Logistic Regression Modeling For Covid
This is a simple way of predicting the total number of deaths or cases by assuming that the growth in these numbers will follow a logistic growth curve.
Virtually every major epidemic has resulted in growth curves that look like this (even in some cases where there is under-testing), and every country has been roughly following this pattern so far.
These results will be updated at midnight pacific time every day by pulling data from Johns Hopkins, and with more data, the predictions will improve. The model is not likely to work well when the data is still very noisy and a clear trend hasn’t emerged, and to give a sense of which predictions are more noisy I have plotted the trends the model is using here:
Deaths
Confirmed cases
How the Model Works
One simple way to fit this model is to plot the number on the x axis and the percent growth from the previous point on the y axis. For a perfect logistic curve this relationship will be linear. So then I fit a line to the resulting points and project out to where the growth rate eventually falls to 0, indicating the total number has plateaued. I take that number as the prediction.

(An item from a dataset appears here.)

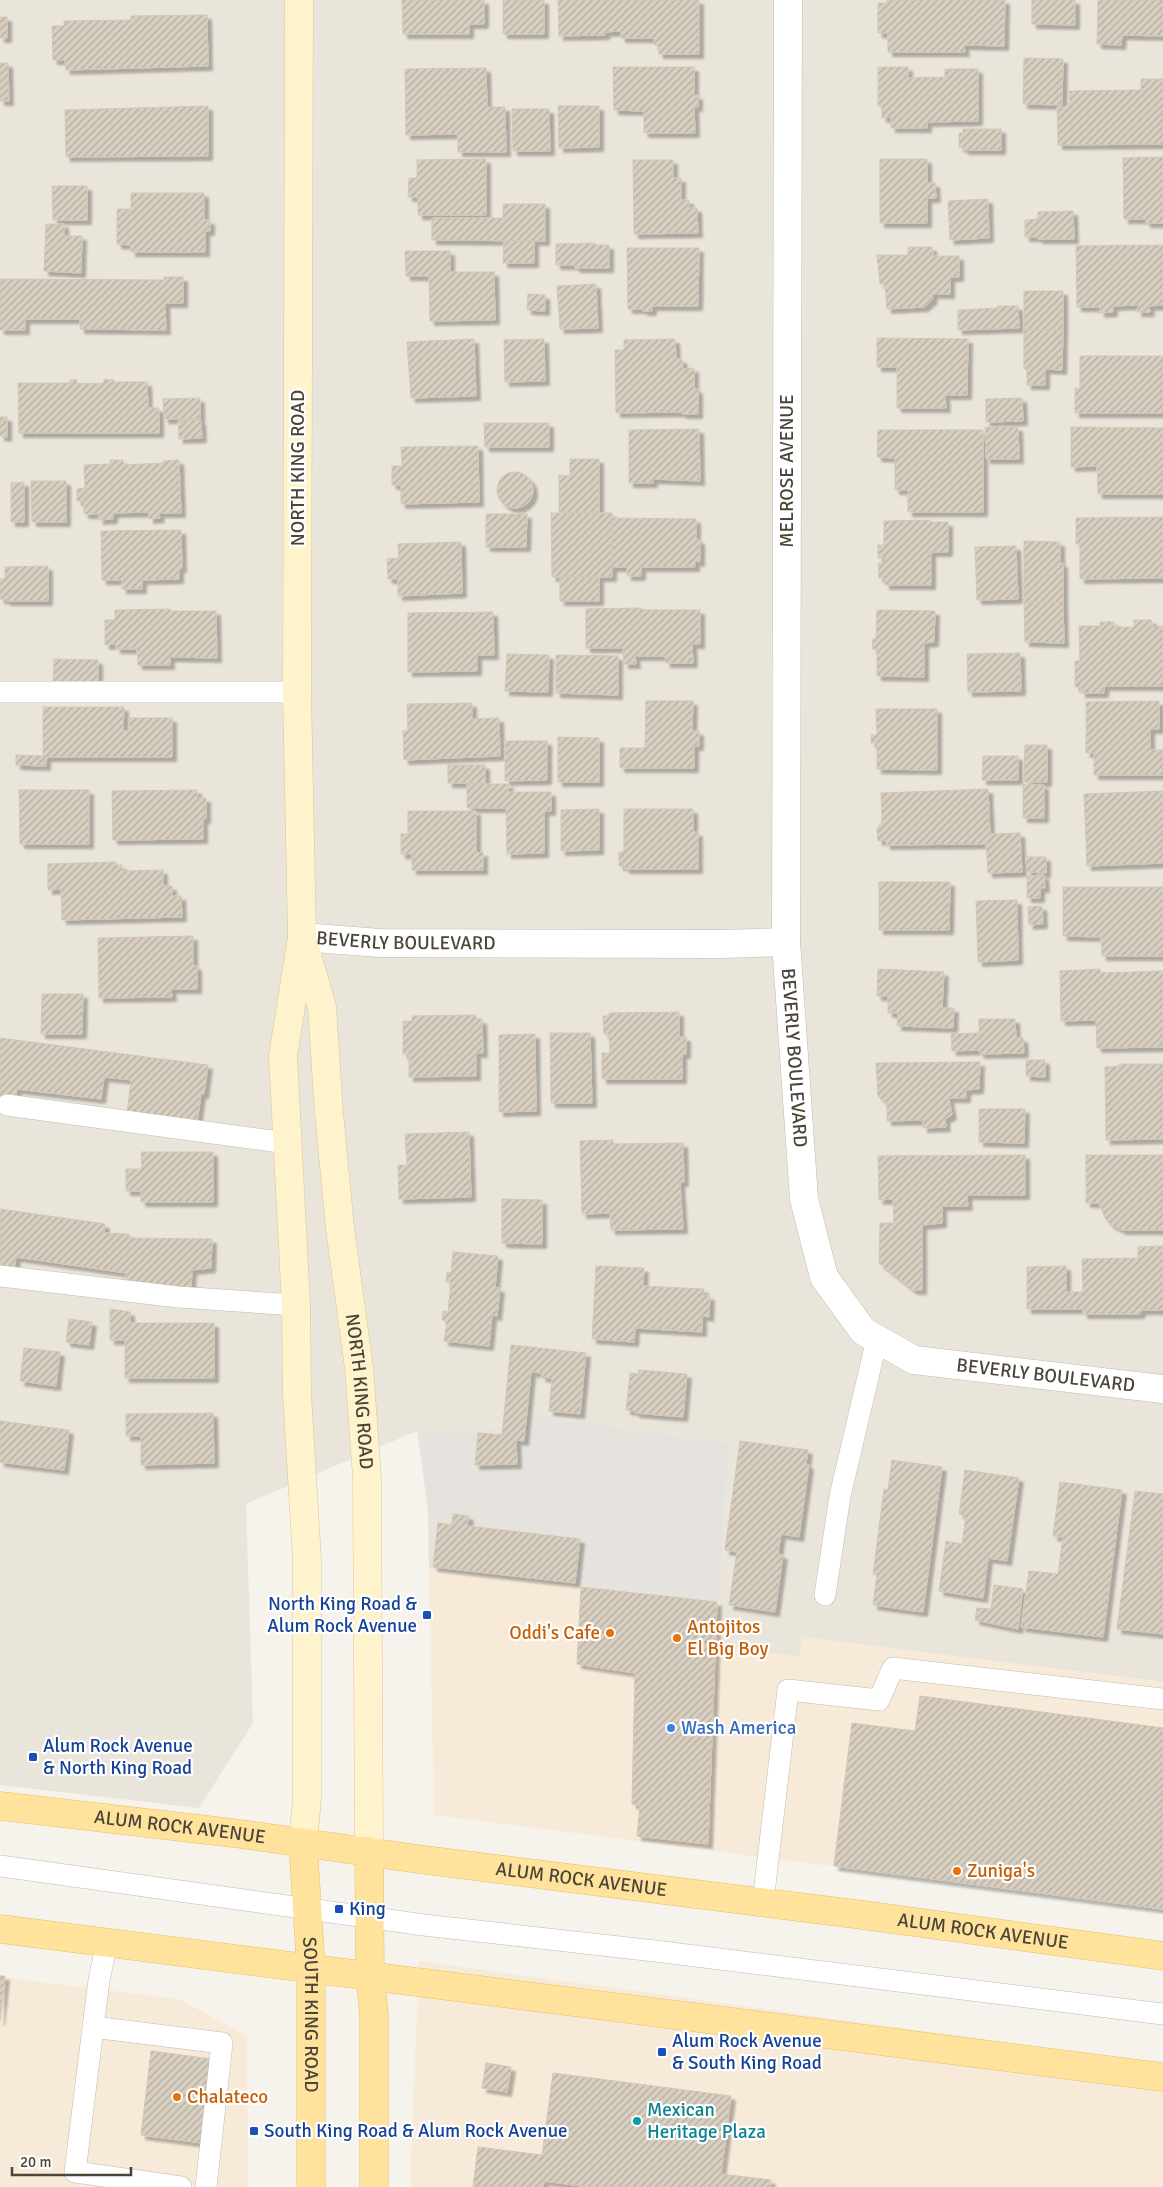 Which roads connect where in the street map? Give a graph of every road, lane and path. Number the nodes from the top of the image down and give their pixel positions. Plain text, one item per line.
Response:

I assume that the larger the number of cases gets, the less noisy the data is getting, so I weight each example by the number of cases when fitting the linear model.
This model is not likely to work well when the total number is still small, so am focusing on countries that have reported more than 100 deaths. I am open to adding more countries: just suggest a color and a country and I can add it.
For a good primer on Logistic Growth, see this great video by 3Blue1Brown
I will be updating this data daily using the code in this Github repo.
Caveats:
- There is likely to be a second increase in cases after the summer. This surge will likely be another logistic curve on top of this one.
- If there is a huge change in policy or approach to managing the pandemic (people stop social distancing), then the model will most likely underpredict massively. Predictions from this model should never be used to justify ceasing effective preventative measures like social distancing.
- If there is a huge surge in testing, the model will probably get confused for a few days and then eventually recover.